Managing director Michael Hope confirmed last week the company was planning to redesign the planned facility as part of a ''rethink around the budget'' over winter.
That should see the cost of construction lowered, although Mr Hope would not say how much the company now expected to spend.
However, with consents already granted, he remained confident the facility would still open later this year.
''There's another three months of winter and if we can get in and under way, we're looking at keeping it fairly simple, so we're still looking at the end of this year.''
The funeral directors were granted consent in April last year to establish and operate the crematorium on a 1ha block in an industrial zone off Dukes Rd North.
The original plans include a 240sq m building to house a cremator, an administration and staff area, a lobby, toilets and a processing and storage room, and five parking spaces outside.
The company initially hoped to have the facility open by February this year but the timeline proved to be probably ''a bit ambitious'', Mr Hope said at the time.
The Dunedin City Council has also confirmed it is considering leasing its own Andersons Bay Crematorium to a private operator, in response to the emergence of private competition.

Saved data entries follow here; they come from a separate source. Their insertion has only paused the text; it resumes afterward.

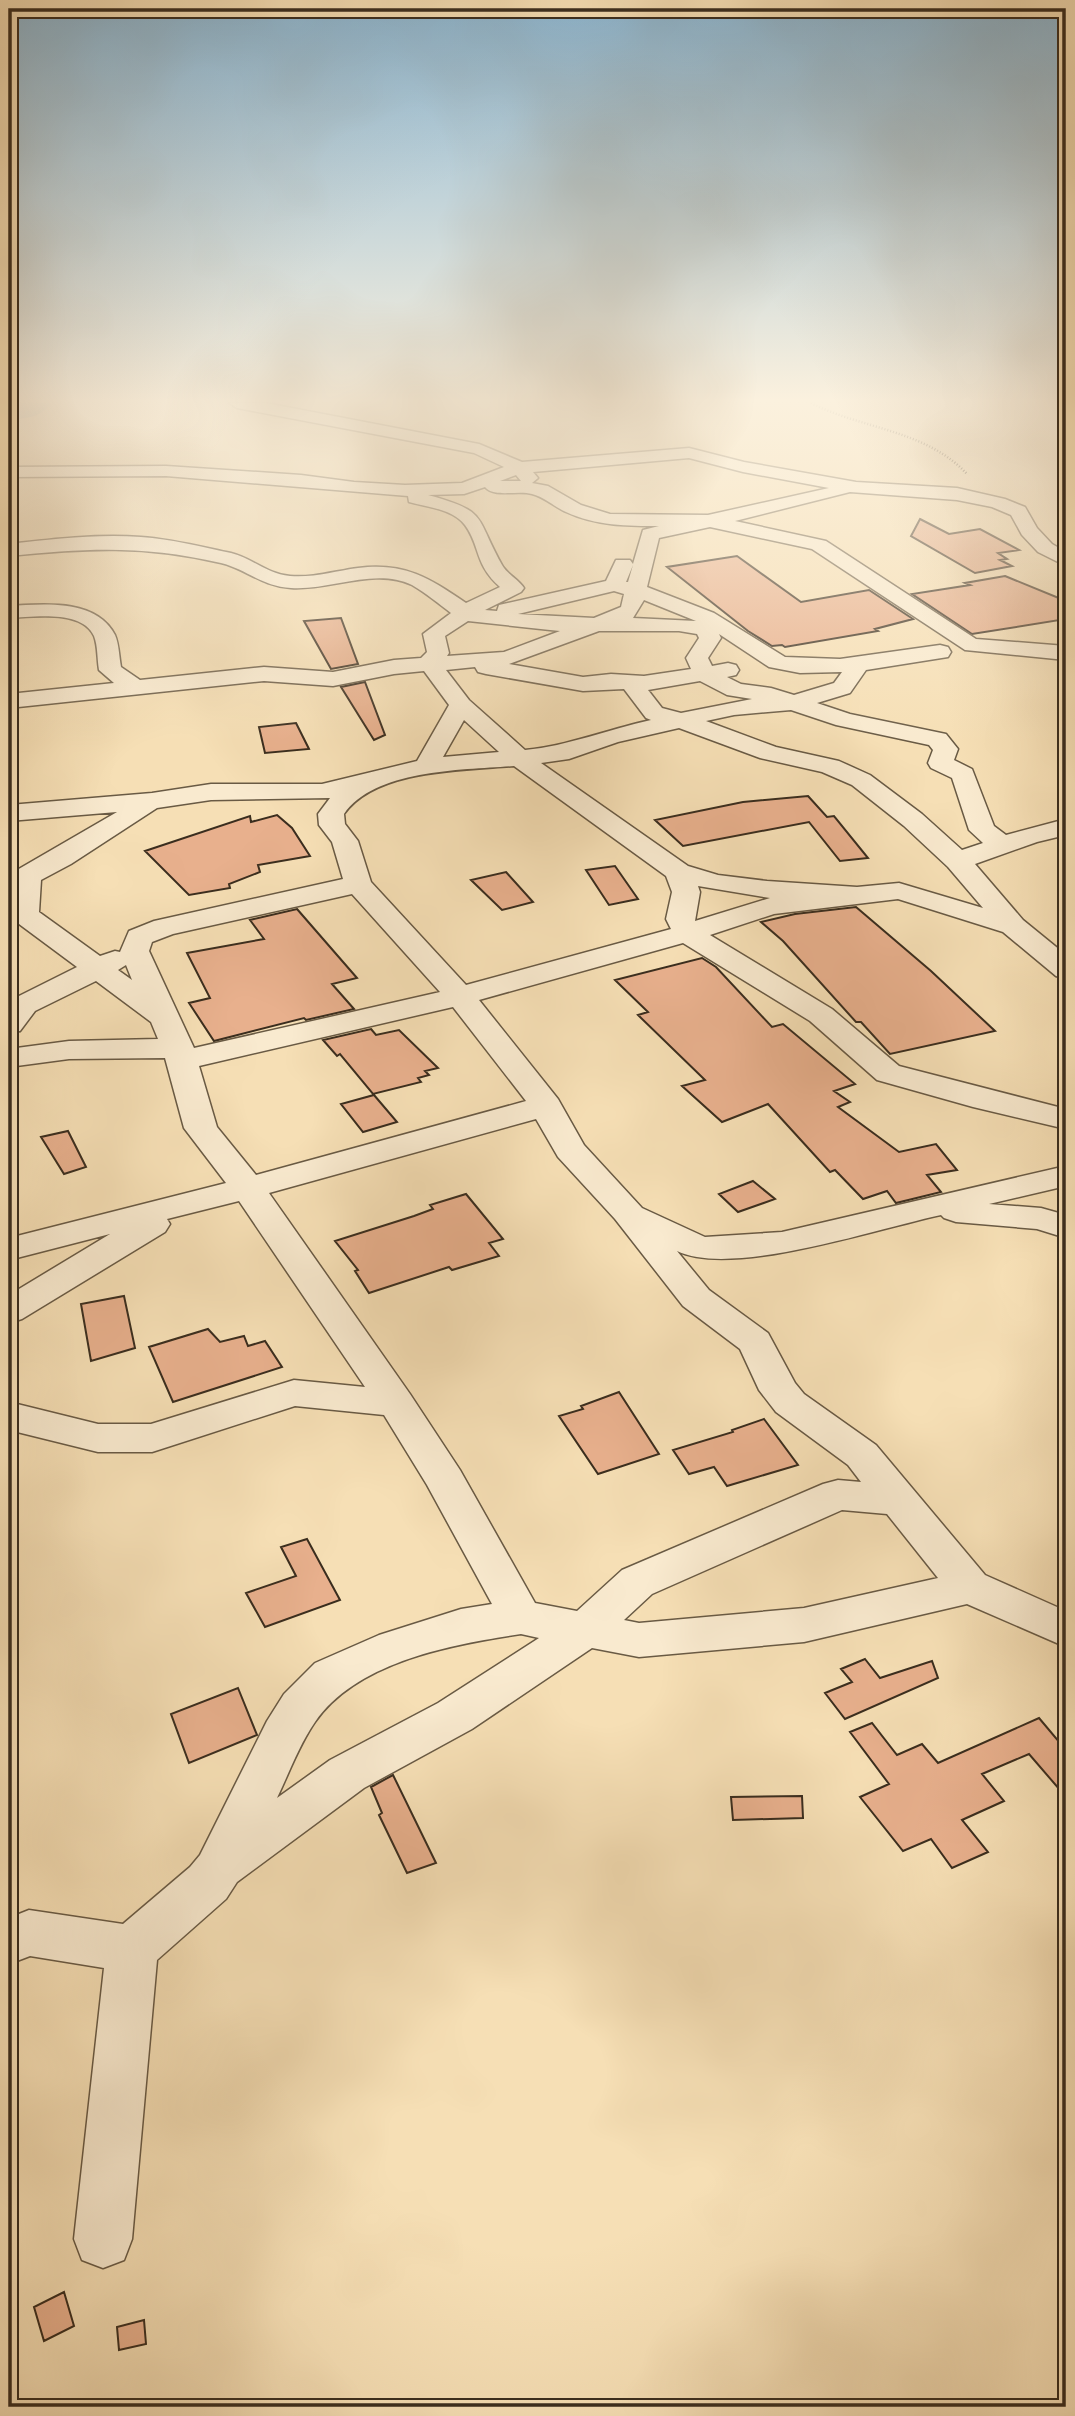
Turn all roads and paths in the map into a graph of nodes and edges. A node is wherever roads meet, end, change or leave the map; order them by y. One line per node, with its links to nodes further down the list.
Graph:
1 (465, 516): 11 (street)
2 (595, 516): 5 (street)
3 (733, 516): 5 (street)
4 (1021, 516): 7 (street)
5 (710, 521): 8 (street); 14 (street)
6 (9, 550): 11 (street)
7 (1066, 560)
8 (628, 593): 9 (street); 9 (street); 12 (street); 17 (street)
9 (514, 610): 11 (street)
10 (9, 612): 20 (street)
11 (466, 614): 12 (street); 16 (street)
12 (598, 626): 16 (street); 18 (street)
13 (940, 652): 15 (street)
14 (1066, 653)
15 (861, 662): 17 (street); 22 (street)
16 (440, 663): 19 (street); 20 (street); 23 (street)
17 (783, 664): 18 (street)
18 (706, 673): 19 (street); 22 (street)
19 (644, 683): 24 (street)
20 (136, 688): 21 (street)
21 (9, 701)
22 (796, 702): 24 (street); 33 (street)
23 (461, 705): 25 (street); 26 (street)
24 (683, 721): 25 (street); 34 (street)
25 (521, 759): 26 (street); 35 (street)
26 (426, 765): 27 (street)
27 (366, 782): 28 (street); 31 (street)
28 (261, 794): 29 (street); 31 (street)
29 (152, 801): 30 (street); 36 (street)
30 (9, 813)
31 (332, 825): 37 (street)
32 (1066, 827): 33 (street)
33 (1002, 845): 34 (street)
34 (958, 862): 39 (street)
35 (678, 872): 38 (street); 40 (street)
36 (18, 880): 42 (street)
37 (358, 884): 41 (street); 44 (street)
38 (857, 895): 39 (street); 40 (street)
39 (1013, 926): 43 (street)
40 (687, 933): 44 (street); 50 (street)
41 (134, 951): 42 (street); 45 (street)
42 (98, 969): 45 (street); 46 (street)
43 (1066, 970)
44 (460, 996): 47 (street); 49 (street)
45 (164, 1017): 47 (street)
46 (9, 1024)
47 (180, 1054): 48 (street); 52 (street)
48 (9, 1058)
49 (546, 1106): 52 (street); 55 (street)
50 (1066, 1119)
51 (1066, 1176): 54 (street)
52 (248, 1188): 53 (street); 59 (street)
53 (186, 1204): 57 (street); 58 (street)
54 (923, 1208): 55 (street); 56 (street)
55 (627, 1212): 61 (street)
56 (1066, 1227)
57 (9, 1249)
58 (9, 1311)
59 (396, 1403): 60 (street); 63 (street)
60 (9, 1416)
61 (901, 1500): 62 (street); 64 (street)
62 (970, 1587): 64 (street); 65 (street)
63 (521, 1617): 64 (street); 66 (street)
64 (585, 1630): 66 (street)
65 (1066, 1630)
66 (218, 1870): 68 (street)
67 (9, 1941): 68 (street)
68 (132, 1949): 69 (street)
69 (103, 2239)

Hope and Sons' facility is expected to cut revenue at the council's facility by up to 50%, creating a drain on ratepayers, council staff have warned.
Leasing it was part of a move towards ''getting out of the cremations business'' that could eventually see the facility sold, council parks, recreation and aquatics group manager Mick Reece said.
Councillors had considered selling the facility in 2012, and considered its future again during a non-public part of last week's finance committee meeting.